Wednesday, September 16, 2015

Annual Wellness Visits in Medicare Advantage and Fee-for-service

We continue to receive questions from Medical Groups about the Annual Wellness Visit (AWV).  As we've noted previously, CMS limits the AWV, either initial or subsequent, to once a year in FFS Medicare, and requires that health plans provide this service annually.   However, more and more groups are, as a best practice, performing the same sort of comprehensive health risk assessments (HRA) included in the AWV twice a year, and wonder if there is anything that prohibits them from doing so.

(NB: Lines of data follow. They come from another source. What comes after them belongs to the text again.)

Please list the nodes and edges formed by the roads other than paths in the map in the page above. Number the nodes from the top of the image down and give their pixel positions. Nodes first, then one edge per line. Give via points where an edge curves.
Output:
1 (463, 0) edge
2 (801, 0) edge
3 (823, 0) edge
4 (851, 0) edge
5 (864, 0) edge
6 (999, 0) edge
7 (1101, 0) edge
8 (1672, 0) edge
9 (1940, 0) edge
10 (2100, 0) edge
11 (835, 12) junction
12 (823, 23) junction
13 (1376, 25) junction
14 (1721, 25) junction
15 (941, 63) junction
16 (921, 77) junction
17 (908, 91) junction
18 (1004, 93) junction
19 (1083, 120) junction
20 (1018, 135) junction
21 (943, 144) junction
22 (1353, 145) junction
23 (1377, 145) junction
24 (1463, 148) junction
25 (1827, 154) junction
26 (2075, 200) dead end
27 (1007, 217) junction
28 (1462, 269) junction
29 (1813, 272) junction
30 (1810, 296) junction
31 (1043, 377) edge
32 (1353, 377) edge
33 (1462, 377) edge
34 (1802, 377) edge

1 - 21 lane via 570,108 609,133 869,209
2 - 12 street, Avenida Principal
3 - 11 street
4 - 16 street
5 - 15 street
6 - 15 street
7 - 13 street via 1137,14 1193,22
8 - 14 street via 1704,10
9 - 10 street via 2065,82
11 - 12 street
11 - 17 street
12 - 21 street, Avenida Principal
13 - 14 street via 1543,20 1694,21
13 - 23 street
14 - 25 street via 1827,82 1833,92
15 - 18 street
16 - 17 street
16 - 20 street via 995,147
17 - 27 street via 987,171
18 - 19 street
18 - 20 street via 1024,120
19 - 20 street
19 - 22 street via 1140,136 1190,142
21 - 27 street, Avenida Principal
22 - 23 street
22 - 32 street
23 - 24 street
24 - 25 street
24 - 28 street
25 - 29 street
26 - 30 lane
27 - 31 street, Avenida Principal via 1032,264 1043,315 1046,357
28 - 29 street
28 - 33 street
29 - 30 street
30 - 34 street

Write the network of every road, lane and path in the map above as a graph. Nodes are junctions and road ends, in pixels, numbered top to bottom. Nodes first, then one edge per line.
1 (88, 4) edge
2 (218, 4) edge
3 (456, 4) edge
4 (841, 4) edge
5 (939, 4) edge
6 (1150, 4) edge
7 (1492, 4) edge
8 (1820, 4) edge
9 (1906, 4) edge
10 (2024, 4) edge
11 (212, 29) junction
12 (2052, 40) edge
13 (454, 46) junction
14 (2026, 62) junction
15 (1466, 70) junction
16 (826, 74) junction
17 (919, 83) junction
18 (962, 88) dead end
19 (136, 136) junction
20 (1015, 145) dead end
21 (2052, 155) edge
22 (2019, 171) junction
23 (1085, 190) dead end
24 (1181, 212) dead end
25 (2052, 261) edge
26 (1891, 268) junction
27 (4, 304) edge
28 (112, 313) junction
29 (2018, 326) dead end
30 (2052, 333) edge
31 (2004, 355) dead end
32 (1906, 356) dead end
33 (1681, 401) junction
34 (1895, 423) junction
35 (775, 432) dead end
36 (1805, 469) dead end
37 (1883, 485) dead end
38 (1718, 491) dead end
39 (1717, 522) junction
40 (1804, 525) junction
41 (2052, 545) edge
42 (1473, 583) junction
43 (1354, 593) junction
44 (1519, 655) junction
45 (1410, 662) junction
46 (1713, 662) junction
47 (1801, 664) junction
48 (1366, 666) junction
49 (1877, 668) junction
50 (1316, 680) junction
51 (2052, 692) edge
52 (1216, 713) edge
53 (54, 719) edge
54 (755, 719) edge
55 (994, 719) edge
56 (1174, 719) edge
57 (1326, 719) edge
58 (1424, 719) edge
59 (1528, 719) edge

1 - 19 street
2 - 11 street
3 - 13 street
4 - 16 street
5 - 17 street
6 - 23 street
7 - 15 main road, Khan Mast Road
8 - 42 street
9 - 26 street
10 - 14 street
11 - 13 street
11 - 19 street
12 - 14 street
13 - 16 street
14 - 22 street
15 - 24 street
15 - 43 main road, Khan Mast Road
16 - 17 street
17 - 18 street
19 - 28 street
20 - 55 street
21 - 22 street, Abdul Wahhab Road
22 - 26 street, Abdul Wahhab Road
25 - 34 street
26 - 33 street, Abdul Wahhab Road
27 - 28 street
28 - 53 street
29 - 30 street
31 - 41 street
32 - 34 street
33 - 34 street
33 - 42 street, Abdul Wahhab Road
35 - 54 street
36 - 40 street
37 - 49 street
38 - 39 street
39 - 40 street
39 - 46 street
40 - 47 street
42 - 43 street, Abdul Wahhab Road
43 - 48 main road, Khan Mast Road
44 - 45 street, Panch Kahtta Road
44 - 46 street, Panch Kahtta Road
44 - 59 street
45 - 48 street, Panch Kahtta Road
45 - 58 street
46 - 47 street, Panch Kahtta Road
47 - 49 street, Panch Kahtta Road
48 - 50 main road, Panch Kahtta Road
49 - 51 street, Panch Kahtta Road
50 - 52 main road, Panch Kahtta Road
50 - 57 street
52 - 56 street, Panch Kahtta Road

While CMS limits the use of the procedure codes G0438 or G0439 to once a year, neither CMS or SCAN limits the performance of a comprehensive health risk assessment to once a year.  SCAN encourages physicians to update the member's personalized prevention plan of service (PPS) and/or health risk assessment whenever they feel appropriate for their patient, given their patient's health and risk factors.

You may wish to incorporate this into the member's annual preventive services exam (99381-99397)-allowable by most health plans once per year,  or any extended or comprehensive outpatient E/M service (99214-99215).  There is no limitation to outpatient E/M services, and we encourage you to use them as an opportunity to make sure that your member's HRA and prevention plan of service are on track and members are obtaining the preventive services ordered.

In summary, while the procedure codes for the AWV are limited to once a year, there is nothing that stops a physician from performing any or all of the components of an AWV at any time during the year.  SCAN supports preventive care to ensure the highest level of health and independence for our membership, and recommend that physicians provide the HRAs, PPSs and other components of an AWV whenever they feel clinically indicated for their members.